▶ _EXTRACTED INFORMATION_:
-------
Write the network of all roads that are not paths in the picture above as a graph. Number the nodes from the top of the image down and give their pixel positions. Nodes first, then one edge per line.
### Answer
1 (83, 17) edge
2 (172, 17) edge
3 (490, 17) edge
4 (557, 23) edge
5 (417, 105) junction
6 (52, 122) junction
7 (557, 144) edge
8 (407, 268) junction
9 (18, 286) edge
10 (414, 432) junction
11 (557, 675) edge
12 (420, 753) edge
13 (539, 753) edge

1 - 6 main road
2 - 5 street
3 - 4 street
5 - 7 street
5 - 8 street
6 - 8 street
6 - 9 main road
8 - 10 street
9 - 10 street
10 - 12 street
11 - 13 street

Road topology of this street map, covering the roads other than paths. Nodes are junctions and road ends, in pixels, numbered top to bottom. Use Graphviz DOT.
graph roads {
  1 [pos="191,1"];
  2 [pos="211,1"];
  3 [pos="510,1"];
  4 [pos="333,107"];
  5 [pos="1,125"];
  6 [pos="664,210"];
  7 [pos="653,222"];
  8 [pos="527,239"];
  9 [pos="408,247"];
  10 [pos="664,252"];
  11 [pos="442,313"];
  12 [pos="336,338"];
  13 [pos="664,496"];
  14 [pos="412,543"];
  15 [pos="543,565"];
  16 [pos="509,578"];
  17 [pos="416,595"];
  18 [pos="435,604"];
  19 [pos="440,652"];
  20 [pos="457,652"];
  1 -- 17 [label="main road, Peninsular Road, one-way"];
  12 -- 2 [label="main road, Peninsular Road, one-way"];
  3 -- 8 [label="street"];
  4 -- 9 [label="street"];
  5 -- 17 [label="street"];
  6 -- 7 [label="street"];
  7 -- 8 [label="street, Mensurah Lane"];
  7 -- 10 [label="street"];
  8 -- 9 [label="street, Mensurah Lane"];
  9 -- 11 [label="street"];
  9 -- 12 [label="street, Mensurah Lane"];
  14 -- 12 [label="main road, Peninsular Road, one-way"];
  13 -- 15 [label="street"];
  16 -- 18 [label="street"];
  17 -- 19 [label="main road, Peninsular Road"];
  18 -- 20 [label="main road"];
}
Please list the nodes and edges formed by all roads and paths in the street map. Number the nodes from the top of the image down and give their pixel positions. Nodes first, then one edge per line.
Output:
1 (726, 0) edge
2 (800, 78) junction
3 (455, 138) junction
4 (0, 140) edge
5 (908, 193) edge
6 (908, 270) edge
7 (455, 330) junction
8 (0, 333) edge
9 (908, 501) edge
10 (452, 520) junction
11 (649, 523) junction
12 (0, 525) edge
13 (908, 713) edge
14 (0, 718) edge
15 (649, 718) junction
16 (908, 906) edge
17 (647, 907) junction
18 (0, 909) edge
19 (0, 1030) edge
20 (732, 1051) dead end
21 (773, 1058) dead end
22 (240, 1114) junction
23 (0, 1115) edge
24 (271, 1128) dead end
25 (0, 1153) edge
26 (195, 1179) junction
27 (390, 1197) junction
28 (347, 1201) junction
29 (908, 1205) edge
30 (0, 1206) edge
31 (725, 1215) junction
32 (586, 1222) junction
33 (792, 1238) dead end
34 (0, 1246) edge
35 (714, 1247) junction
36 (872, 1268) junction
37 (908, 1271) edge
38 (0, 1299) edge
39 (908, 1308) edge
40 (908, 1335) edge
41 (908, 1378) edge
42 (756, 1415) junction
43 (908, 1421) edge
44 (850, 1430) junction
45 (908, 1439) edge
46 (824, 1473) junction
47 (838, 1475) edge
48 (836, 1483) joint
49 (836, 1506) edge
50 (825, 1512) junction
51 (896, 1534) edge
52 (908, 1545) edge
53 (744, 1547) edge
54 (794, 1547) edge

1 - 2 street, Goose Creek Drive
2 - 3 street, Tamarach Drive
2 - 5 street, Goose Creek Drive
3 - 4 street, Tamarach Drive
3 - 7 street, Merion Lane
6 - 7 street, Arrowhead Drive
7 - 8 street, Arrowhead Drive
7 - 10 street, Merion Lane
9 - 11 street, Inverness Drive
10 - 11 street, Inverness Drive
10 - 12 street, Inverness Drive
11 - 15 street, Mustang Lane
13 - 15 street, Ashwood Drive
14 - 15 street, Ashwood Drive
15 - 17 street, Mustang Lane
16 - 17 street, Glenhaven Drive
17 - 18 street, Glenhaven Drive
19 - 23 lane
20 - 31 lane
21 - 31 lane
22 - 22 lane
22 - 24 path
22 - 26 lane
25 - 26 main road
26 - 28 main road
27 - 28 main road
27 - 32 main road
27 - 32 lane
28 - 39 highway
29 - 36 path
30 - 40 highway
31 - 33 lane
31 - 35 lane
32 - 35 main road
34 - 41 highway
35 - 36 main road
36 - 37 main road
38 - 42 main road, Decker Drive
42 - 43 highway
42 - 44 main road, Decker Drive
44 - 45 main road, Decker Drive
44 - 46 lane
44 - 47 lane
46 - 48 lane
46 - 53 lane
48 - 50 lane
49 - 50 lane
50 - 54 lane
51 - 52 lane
-------
▶ _WORK REQUIRED_:
Quote each line of the listing above exactly.

▶ _RESULT OF THE TASK_:
Write the network of all roads that are not paths in the picture above as a graph. Number the nodes from the top of the image down and give their pixel positions. Nodes first, then one edge per line.
### Answer
1 (83, 17) edge
2 (172, 17) edge
3 (490, 17) edge
4 (557, 23) edge
5 (417, 105) junction
6 (52, 122) junction
7 (557, 144) edge
8 (407, 268) junction
9 (18, 286) edge
10 (414, 432) junction
11 (557, 675) edge
12 (420, 753) edge
13 (539, 753) edge

1 - 6 main road
2 - 5 street
3 - 4 street
5 - 7 street
5 - 8 street
6 - 8 street
6 - 9 main road
8 - 10 street
9 - 10 street
10 - 12 street
11 - 13 street

Road topology of this street map, covering the roads other than paths. Nodes are junctions and road ends, in pixels, numbered top to bottom. Use Graphviz DOT.
graph roads {
  1 [pos="191,1"];
  2 [pos="211,1"];
  3 [pos="510,1"];
  4 [pos="333,107"];
  5 [pos="1,125"];
  6 [pos="664,210"];
  7 [pos="653,222"];
  8 [pos="527,239"];
  9 [pos="408,247"];
  10 [pos="664,252"];
  11 [pos="442,313"];
  12 [pos="336,338"];
  13 [pos="664,496"];
  14 [pos="412,543"];
  15 [pos="543,565"];
  16 [pos="509,578"];
  17 [pos="416,595"];
  18 [pos="435,604"];
  19 [pos="440,652"];
  20 [pos="457,652"];
  1 -- 17 [label="main road, Peninsular Road, one-way"];
  12 -- 2 [label="main road, Peninsular Road, one-way"];
  3 -- 8 [label="street"];
  4 -- 9 [label="street"];
  5 -- 17 [label="street"];
  6 -- 7 [label="street"];
  7 -- 8 [label="street, Mensurah Lane"];
  7 -- 10 [label="street"];
  8 -- 9 [label="street, Mensurah Lane"];
  9 -- 11 [label="street"];
  9 -- 12 [label="street, Mensurah Lane"];
  14 -- 12 [label="main road, Peninsular Road, one-way"];
  13 -- 15 [label="street"];
  16 -- 18 [label="street"];
  17 -- 19 [label="main road, Peninsular Road"];
  18 -- 20 [label="main road"];
}
Please list the nodes and edges formed by all roads and paths in the street map. Number the nodes from the top of the image down and give their pixel positions. Nodes first, then one edge per line.
Output:
1 (726, 0) edge
2 (800, 78) junction
3 (455, 138) junction
4 (0, 140) edge
5 (908, 193) edge
6 (908, 270) edge
7 (455, 330) junction
8 (0, 333) edge
9 (908, 501) edge
10 (452, 520) junction
11 (649, 523) junction
12 (0, 525) edge
13 (908, 713) edge
14 (0, 718) edge
15 (649, 718) junction
16 (908, 906) edge
17 (647, 907) junction
18 (0, 909) edge
19 (0, 1030) edge
20 (732, 1051) dead end
21 (773, 1058) dead end
22 (240, 1114) junction
23 (0, 1115) edge
24 (271, 1128) dead end
25 (0, 1153) edge
26 (195, 1179) junction
27 (390, 1197) junction
28 (347, 1201) junction
29 (908, 1205) edge
30 (0, 1206) edge
31 (725, 1215) junction
32 (586, 1222) junction
33 (792, 1238) dead end
34 (0, 1246) edge
35 (714, 1247) junction
36 (872, 1268) junction
37 (908, 1271) edge
38 (0, 1299) edge
39 (908, 1308) edge
40 (908, 1335) edge
41 (908, 1378) edge
42 (756, 1415) junction
43 (908, 1421) edge
44 (850, 1430) junction
45 (908, 1439) edge
46 (824, 1473) junction
47 (838, 1475) edge
48 (836, 1483) joint
49 (836, 1506) edge
50 (825, 1512) junction
51 (896, 1534) edge
52 (908, 1545) edge
53 (744, 1547) edge
54 (794, 1547) edge

1 - 2 street, Goose Creek Drive
2 - 3 street, Tamarach Drive
2 - 5 street, Goose Creek Drive
3 - 4 street, Tamarach Drive
3 - 7 street, Merion Lane
6 - 7 street, Arrowhead Drive
7 - 8 street, Arrowhead Drive
7 - 10 street, Merion Lane
9 - 11 street, Inverness Drive
10 - 11 street, Inverness Drive
10 - 12 street, Inverness Drive
11 - 15 street, Mustang Lane
13 - 15 street, Ashwood Drive
14 - 15 street, Ashwood Drive
15 - 17 street, Mustang Lane
16 - 17 street, Glenhaven Drive
17 - 18 street, Glenhaven Drive
19 - 23 lane
20 - 31 lane
21 - 31 lane
22 - 22 lane
22 - 24 path
22 - 26 lane
25 - 26 main road
26 - 28 main road
27 - 28 main road
27 - 32 main road
27 - 32 lane
28 - 39 highway
29 - 36 path
30 - 40 highway
31 - 33 lane
31 - 35 lane
32 - 35 main road
34 - 41 highway
35 - 36 main road
36 - 37 main road
38 - 42 main road, Decker Drive
42 - 43 highway
42 - 44 main road, Decker Drive
44 - 45 main road, Decker Drive
44 - 46 lane
44 - 47 lane
46 - 48 lane
46 - 53 lane
48 - 50 lane
49 - 50 lane
50 - 54 lane
51 - 52 lane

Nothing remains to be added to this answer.